부산대학교 도서관

In this contribution we present the development of various physical sorting algorithms, each of which is represented by a corresponding sorter topology for a microfluidic-based cell sorter chip using electrowetting on dielectric (EWOD) as transport mechanism. One of the main tasks of this novel cell sorter is devoted to the study of specific cell mechansims using cell selection in the research on tumor genesis with respect to e. g. the development of leukemias or lymphomas. The development of the multi-layer chip has been carried out in the framework of the EU founded (EFRE) joint research project „MINAPSO“ (Mikrochip Navigierte Parallel Sortier-Anlage) and encompasses a control chip in standard CMOS technology together with the corresponding mictrofluidic packaging. The hereby realized sorter topology consists of an optimized so-called „2-3-Sequential-Divider-Sorter“ with a numerically estimated performance (i. e. cell throughput) between 0.6 bis 1.85 cells/clock (future chip architectures such as the so-called „Smart-Diffusion-Sorter“ achieve even higher cell throughputs up to 5 cells/clock).
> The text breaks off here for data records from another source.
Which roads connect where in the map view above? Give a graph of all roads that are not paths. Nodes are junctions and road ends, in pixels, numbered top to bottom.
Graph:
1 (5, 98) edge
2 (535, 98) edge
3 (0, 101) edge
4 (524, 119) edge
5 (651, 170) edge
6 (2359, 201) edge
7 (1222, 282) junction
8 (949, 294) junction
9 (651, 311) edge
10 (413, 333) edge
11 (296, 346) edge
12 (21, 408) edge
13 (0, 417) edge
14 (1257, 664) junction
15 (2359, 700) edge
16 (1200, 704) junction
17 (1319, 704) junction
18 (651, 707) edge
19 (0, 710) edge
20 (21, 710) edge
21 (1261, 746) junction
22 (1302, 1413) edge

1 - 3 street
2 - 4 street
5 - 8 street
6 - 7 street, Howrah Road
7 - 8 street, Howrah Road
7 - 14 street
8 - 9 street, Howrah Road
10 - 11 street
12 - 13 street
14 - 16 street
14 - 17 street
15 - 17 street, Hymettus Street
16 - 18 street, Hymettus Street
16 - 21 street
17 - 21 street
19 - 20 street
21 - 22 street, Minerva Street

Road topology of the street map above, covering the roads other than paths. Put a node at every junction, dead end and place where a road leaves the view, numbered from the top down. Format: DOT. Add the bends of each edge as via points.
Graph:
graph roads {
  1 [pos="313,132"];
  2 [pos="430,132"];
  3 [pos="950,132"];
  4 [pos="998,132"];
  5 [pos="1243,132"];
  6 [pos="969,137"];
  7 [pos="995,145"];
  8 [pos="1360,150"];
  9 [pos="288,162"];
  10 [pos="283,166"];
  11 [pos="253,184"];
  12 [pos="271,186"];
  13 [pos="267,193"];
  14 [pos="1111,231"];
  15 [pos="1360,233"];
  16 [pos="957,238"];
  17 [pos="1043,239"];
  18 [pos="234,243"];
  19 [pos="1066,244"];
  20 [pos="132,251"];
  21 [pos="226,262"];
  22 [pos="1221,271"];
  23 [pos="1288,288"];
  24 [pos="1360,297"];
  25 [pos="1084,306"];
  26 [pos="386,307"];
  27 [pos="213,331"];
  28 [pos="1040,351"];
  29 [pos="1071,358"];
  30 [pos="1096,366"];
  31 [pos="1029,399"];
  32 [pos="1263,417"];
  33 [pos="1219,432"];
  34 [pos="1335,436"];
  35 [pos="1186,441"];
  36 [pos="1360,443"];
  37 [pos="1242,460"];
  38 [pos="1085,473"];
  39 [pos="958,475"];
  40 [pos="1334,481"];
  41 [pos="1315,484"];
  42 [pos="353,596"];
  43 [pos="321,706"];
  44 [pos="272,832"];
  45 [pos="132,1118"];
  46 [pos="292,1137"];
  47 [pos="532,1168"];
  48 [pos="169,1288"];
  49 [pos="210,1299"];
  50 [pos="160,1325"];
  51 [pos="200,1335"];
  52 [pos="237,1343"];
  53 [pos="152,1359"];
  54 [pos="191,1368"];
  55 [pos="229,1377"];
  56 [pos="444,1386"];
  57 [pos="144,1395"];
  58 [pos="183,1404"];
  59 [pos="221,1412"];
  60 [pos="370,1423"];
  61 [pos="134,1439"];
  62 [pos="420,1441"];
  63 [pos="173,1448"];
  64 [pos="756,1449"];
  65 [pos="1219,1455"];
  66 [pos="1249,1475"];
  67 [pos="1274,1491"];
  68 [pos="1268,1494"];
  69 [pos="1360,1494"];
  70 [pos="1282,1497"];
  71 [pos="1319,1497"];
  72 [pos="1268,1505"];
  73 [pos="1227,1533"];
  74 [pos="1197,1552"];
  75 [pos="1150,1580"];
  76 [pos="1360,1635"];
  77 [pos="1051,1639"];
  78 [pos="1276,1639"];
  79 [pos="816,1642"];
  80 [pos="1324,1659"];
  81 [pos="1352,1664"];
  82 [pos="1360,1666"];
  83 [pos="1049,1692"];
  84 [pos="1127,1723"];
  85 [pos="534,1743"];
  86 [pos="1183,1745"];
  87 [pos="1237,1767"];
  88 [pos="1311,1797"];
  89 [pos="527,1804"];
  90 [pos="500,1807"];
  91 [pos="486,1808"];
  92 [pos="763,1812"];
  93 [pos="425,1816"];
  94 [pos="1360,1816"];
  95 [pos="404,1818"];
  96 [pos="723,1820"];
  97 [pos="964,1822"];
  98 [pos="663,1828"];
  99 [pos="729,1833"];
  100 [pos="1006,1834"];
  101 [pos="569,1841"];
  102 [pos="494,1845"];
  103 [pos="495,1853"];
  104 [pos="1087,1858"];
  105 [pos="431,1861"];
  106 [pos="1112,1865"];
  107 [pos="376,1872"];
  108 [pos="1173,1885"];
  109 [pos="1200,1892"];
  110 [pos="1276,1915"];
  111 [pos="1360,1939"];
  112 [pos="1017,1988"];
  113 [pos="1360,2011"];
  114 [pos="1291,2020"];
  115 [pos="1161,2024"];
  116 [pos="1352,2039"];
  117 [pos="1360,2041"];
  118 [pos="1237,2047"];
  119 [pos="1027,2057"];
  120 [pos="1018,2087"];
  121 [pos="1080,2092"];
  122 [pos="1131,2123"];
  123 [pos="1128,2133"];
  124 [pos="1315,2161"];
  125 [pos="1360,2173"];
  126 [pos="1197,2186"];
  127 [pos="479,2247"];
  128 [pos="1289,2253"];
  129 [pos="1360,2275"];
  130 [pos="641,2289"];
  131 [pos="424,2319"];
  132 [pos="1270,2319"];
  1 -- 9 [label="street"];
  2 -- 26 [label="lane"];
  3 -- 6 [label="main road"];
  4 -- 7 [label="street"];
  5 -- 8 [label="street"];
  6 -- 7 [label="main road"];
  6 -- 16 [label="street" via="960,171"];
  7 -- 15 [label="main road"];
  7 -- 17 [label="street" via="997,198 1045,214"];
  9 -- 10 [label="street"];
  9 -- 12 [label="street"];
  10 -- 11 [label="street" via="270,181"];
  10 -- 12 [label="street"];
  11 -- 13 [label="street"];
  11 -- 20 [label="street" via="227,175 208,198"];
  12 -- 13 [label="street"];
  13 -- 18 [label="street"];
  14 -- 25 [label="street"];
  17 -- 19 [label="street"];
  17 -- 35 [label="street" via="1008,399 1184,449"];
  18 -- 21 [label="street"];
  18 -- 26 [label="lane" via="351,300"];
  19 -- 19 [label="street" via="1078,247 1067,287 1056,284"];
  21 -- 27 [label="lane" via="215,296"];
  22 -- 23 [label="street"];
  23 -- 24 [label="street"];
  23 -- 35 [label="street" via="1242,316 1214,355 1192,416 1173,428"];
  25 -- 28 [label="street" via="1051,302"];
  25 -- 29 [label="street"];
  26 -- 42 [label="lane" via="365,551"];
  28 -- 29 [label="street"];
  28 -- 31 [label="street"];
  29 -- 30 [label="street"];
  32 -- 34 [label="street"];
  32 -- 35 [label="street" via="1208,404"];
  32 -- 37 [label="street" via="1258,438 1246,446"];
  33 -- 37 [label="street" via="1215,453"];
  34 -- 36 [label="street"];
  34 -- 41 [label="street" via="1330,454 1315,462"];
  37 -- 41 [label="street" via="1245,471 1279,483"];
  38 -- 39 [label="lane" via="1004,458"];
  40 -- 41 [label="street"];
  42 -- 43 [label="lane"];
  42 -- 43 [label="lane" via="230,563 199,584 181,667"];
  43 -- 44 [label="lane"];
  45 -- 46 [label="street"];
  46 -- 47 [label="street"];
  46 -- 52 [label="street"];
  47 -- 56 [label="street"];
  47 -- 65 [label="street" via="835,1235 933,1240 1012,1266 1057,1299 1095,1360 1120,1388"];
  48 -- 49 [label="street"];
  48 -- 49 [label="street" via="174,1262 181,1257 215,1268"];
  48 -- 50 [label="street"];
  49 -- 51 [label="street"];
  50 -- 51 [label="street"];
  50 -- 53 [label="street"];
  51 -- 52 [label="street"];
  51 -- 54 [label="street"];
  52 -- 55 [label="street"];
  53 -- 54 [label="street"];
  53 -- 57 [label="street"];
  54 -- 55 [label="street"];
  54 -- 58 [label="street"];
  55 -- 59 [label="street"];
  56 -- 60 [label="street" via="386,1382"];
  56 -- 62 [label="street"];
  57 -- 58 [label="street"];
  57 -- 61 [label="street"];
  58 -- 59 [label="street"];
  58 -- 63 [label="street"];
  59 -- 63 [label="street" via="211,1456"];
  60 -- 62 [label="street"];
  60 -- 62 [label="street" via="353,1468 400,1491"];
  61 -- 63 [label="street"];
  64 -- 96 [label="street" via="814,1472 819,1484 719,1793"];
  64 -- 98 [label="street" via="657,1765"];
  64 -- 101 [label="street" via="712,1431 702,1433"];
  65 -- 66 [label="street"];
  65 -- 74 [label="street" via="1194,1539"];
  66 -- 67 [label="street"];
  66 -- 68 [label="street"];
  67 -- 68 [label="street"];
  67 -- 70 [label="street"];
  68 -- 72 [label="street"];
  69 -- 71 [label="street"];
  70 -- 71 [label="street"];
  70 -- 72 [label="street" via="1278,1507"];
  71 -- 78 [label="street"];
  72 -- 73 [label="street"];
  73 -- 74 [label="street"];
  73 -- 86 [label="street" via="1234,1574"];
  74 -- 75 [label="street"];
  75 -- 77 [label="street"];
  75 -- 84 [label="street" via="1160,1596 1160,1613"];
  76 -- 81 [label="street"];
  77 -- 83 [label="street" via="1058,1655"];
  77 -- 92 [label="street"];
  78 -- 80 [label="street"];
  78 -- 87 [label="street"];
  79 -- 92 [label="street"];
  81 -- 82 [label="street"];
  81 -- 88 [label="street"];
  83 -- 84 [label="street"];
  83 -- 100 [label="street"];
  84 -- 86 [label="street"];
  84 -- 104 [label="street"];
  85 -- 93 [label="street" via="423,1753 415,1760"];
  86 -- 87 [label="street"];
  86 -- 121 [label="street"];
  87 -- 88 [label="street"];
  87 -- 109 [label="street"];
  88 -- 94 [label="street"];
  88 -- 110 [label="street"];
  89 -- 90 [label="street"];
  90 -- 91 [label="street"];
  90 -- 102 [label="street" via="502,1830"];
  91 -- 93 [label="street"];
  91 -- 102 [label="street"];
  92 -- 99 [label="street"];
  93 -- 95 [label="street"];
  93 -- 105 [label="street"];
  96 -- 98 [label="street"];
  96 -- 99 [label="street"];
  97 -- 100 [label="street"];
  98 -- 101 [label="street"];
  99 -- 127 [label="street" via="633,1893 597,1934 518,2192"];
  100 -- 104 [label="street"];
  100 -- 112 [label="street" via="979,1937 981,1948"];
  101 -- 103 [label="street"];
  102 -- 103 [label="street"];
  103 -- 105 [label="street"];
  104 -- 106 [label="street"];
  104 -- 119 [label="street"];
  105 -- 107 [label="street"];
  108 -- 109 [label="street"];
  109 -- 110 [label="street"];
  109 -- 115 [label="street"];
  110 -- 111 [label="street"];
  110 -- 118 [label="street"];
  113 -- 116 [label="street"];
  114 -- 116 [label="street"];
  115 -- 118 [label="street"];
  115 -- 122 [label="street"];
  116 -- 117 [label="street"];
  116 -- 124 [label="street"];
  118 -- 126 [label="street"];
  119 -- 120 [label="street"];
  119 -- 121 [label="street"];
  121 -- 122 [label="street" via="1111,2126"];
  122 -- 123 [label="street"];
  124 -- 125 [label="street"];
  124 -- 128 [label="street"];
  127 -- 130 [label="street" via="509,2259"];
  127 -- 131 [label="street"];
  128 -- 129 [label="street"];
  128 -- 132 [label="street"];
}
For the modeling and optimization of the sorter architectures (aka sorter algorithms) a simulation platform has been developed and implemented in MATLAB. Here the EWOD-based droplet manipulations and subsequent operators have been represented and handled within a sort of data paradigm in order to closely conform to the essentials of digital microfluidics. To estimate the characteristic time delays and the impact of the EWOD-based operators on the overall cell throughput together with the quest for hidden optimization potentials the previous numerical logistic analysis is paralleled by extensive computational fluid dynamics (CFD) simulations using COMSOL Multiphysics as well as by corresponding droplet actuation experiments. It's worth noting that the presented cell sorter stands – to the best of our knowledge – for the currently most complex EWOD microfluidic chip.